■ TASK DIRECTIONS:
All of the material must be duplicated exactly, line by line.

■ RECORDS FOR THE TASK:

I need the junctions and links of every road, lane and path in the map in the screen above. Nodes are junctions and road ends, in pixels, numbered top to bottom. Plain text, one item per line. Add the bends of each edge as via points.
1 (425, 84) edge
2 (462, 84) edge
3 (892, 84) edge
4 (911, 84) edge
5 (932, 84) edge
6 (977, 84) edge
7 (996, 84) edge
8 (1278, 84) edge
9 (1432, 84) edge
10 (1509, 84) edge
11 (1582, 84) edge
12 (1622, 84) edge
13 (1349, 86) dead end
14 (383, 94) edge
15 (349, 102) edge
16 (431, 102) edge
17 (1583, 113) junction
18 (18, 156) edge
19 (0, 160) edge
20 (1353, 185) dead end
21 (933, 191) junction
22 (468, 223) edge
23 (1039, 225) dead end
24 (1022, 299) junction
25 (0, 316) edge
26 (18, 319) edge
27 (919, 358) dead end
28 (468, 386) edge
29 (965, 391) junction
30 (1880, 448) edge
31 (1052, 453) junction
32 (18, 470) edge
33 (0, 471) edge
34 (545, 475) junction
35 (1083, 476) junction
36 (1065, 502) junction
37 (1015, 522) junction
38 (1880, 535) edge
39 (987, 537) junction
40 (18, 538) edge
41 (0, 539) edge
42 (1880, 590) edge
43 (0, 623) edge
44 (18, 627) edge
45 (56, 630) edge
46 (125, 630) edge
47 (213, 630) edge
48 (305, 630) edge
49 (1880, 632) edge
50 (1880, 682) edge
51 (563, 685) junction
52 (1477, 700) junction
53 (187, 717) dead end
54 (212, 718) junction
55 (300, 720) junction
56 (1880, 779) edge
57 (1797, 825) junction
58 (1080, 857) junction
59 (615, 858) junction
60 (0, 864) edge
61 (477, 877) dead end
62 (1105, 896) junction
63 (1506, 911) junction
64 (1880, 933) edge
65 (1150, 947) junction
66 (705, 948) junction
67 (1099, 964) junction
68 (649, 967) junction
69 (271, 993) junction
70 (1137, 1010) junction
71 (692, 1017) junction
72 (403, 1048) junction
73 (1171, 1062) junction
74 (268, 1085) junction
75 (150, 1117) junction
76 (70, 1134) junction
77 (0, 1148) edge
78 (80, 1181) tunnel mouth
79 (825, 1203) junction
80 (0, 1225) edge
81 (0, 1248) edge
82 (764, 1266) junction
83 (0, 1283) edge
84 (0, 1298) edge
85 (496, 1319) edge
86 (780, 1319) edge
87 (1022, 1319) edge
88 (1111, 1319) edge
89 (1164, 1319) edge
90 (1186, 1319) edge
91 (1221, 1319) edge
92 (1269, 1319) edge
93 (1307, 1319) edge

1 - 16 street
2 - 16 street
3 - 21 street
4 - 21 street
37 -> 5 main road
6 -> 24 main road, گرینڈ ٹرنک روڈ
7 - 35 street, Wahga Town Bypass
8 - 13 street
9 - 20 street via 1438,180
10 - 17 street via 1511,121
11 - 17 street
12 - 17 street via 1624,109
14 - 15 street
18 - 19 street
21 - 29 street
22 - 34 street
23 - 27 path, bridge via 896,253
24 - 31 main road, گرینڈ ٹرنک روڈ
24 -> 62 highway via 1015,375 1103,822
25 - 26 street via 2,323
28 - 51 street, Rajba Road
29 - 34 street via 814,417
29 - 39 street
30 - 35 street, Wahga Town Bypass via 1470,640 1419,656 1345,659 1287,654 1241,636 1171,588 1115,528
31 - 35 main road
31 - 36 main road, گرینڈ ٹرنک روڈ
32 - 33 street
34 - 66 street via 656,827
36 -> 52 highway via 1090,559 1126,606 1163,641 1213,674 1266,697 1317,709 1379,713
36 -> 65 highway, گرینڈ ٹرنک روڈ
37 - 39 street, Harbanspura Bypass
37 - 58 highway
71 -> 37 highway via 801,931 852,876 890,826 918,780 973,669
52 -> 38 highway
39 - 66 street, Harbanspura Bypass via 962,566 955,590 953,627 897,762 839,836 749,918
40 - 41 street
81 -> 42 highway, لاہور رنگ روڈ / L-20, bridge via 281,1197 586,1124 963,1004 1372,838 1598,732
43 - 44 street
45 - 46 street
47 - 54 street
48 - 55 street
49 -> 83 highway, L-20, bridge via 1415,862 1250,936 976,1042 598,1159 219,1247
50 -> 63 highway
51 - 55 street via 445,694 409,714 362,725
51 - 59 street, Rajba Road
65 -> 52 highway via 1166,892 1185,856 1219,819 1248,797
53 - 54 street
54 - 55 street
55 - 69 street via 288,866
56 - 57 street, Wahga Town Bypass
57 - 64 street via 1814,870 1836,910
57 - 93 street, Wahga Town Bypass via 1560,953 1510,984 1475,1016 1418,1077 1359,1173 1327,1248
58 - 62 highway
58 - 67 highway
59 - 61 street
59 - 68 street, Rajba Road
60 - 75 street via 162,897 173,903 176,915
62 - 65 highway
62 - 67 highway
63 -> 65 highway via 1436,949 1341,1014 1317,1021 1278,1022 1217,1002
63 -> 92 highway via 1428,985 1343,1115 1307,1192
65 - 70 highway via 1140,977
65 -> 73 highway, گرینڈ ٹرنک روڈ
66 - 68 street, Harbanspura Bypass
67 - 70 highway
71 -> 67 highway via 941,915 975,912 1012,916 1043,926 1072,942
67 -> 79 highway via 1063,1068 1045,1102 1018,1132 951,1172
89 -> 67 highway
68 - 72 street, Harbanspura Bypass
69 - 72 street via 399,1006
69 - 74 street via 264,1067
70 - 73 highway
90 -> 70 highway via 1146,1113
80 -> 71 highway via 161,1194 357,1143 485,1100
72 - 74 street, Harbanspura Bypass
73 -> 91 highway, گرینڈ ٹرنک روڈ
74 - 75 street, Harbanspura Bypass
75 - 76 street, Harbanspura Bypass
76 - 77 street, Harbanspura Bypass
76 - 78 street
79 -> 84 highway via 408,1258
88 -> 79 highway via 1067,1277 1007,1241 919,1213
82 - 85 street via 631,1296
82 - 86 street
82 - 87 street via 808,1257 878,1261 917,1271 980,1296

■ ANSWER TO THE EXERCISE:
I need the junctions and links of every road, lane and path in the map in the screen above. Nodes are junctions and road ends, in pixels, numbered top to bottom. Plain text, one item per line. Add the bends of each edge as via points.
1 (425, 84) edge
2 (462, 84) edge
3 (892, 84) edge
4 (911, 84) edge
5 (932, 84) edge
6 (977, 84) edge
7 (996, 84) edge
8 (1278, 84) edge
9 (1432, 84) edge
10 (1509, 84) edge
11 (1582, 84) edge
12 (1622, 84) edge
13 (1349, 86) dead end
14 (383, 94) edge
15 (349, 102) edge
16 (431, 102) edge
17 (1583, 113) junction
18 (18, 156) edge
19 (0, 160) edge
20 (1353, 185) dead end
21 (933, 191) junction
22 (468, 223) edge
23 (1039, 225) dead end
24 (1022, 299) junction
25 (0, 316) edge
26 (18, 319) edge
27 (919, 358) dead end
28 (468, 386) edge
29 (965, 391) junction
30 (1880, 448) edge
31 (1052, 453) junction
32 (18, 470) edge
33 (0, 471) edge
34 (545, 475) junction
35 (1083, 476) junction
36 (1065, 502) junction
37 (1015, 522) junction
38 (1880, 535) edge
39 (987, 537) junction
40 (18, 538) edge
41 (0, 539) edge
42 (1880, 590) edge
43 (0, 623) edge
44 (18, 627) edge
45 (56, 630) edge
46 (125, 630) edge
47 (213, 630) edge
48 (305, 630) edge
49 (1880, 632) edge
50 (1880, 682) edge
51 (563, 685) junction
52 (1477, 700) junction
53 (187, 717) dead end
54 (212, 718) junction
55 (300, 720) junction
56 (1880, 779) edge
57 (1797, 825) junction
58 (1080, 857) junction
59 (615, 858) junction
60 (0, 864) edge
61 (477, 877) dead end
62 (1105, 896) junction
63 (1506, 911) junction
64 (1880, 933) edge
65 (1150, 947) junction
66 (705, 948) junction
67 (1099, 964) junction
68 (649, 967) junction
69 (271, 993) junction
70 (1137, 1010) junction
71 (692, 1017) junction
72 (403, 1048) junction
73 (1171, 1062) junction
74 (268, 1085) junction
75 (150, 1117) junction
76 (70, 1134) junction
77 (0, 1148) edge
78 (80, 1181) tunnel mouth
79 (825, 1203) junction
80 (0, 1225) edge
81 (0, 1248) edge
82 (764, 1266) junction
83 (0, 1283) edge
84 (0, 1298) edge
85 (496, 1319) edge
86 (780, 1319) edge
87 (1022, 1319) edge
88 (1111, 1319) edge
89 (1164, 1319) edge
90 (1186, 1319) edge
91 (1221, 1319) edge
92 (1269, 1319) edge
93 (1307, 1319) edge

1 - 16 street
2 - 16 street
3 - 21 street
4 - 21 street
37 -> 5 main road
6 -> 24 main road, گرینڈ ٹرنک روڈ
7 - 35 street, Wahga Town Bypass
8 - 13 street
9 - 20 street via 1438,180
10 - 17 street via 1511,121
11 - 17 street
12 - 17 street via 1624,109
14 - 15 street
18 - 19 street
21 - 29 street
22 - 34 street
23 - 27 path, bridge via 896,253
24 - 31 main road, گرینڈ ٹرنک روڈ
24 -> 62 highway via 1015,375 1103,822
25 - 26 street via 2,323
28 - 51 street, Rajba Road
29 - 34 street via 814,417
29 - 39 street
30 - 35 street, Wahga Town Bypass via 1470,640 1419,656 1345,659 1287,654 1241,636 1171,588 1115,528
31 - 35 main road
31 - 36 main road, گرینڈ ٹرنک روڈ
32 - 33 street
34 - 66 street via 656,827
36 -> 52 highway via 1090,559 1126,606 1163,641 1213,674 1266,697 1317,709 1379,713
36 -> 65 highway, گرینڈ ٹرنک روڈ
37 - 39 street, Harbanspura Bypass
37 - 58 highway
71 -> 37 highway via 801,931 852,876 890,826 918,780 973,669
52 -> 38 highway
39 - 66 street, Harbanspura Bypass via 962,566 955,590 953,627 897,762 839,836 749,918
40 - 41 street
81 -> 42 highway, لاہور رنگ روڈ / L-20, bridge via 281,1197 586,1124 963,1004 1372,838 1598,732
43 - 44 street
45 - 46 street
47 - 54 street
48 - 55 street
49 -> 83 highway, L-20, bridge via 1415,862 1250,936 976,1042 598,1159 219,1247
50 -> 63 highway
51 - 55 street via 445,694 409,714 362,725
51 - 59 street, Rajba Road
65 -> 52 highway via 1166,892 1185,856 1219,819 1248,797
53 - 54 street
54 - 55 street
55 - 69 street via 288,866
56 - 57 street, Wahga Town Bypass
57 - 64 street via 1814,870 1836,910
57 - 93 street, Wahga Town Bypass via 1560,953 1510,984 1475,1016 1418,1077 1359,1173 1327,1248
58 - 62 highway
58 - 67 highway
59 - 61 street
59 - 68 street, Rajba Road
60 - 75 street via 162,897 173,903 176,915
62 - 65 highway
62 - 67 highway
63 -> 65 highway via 1436,949 1341,1014 1317,1021 1278,1022 1217,1002
63 -> 92 highway via 1428,985 1343,1115 1307,1192
65 - 70 highway via 1140,977
65 -> 73 highway, گرینڈ ٹرنک روڈ
66 - 68 street, Harbanspura Bypass
67 - 70 highway
71 -> 67 highway via 941,915 975,912 1012,916 1043,926 1072,942
67 -> 79 highway via 1063,1068 1045,1102 1018,1132 951,1172
89 -> 67 highway
68 - 72 street, Harbanspura Bypass
69 - 72 street via 399,1006
69 - 74 street via 264,1067
70 - 73 highway
90 -> 70 highway via 1146,1113
80 -> 71 highway via 161,1194 357,1143 485,1100
72 - 74 street, Harbanspura Bypass
73 -> 91 highway, گرینڈ ٹرنک روڈ
74 - 75 street, Harbanspura Bypass
75 - 76 street, Harbanspura Bypass
76 - 77 street, Harbanspura Bypass
76 - 78 street
79 -> 84 highway via 408,1258
88 -> 79 highway via 1067,1277 1007,1241 919,1213
82 - 85 street via 631,1296
82 - 86 street
82 - 87 street via 808,1257 878,1261 917,1271 980,1296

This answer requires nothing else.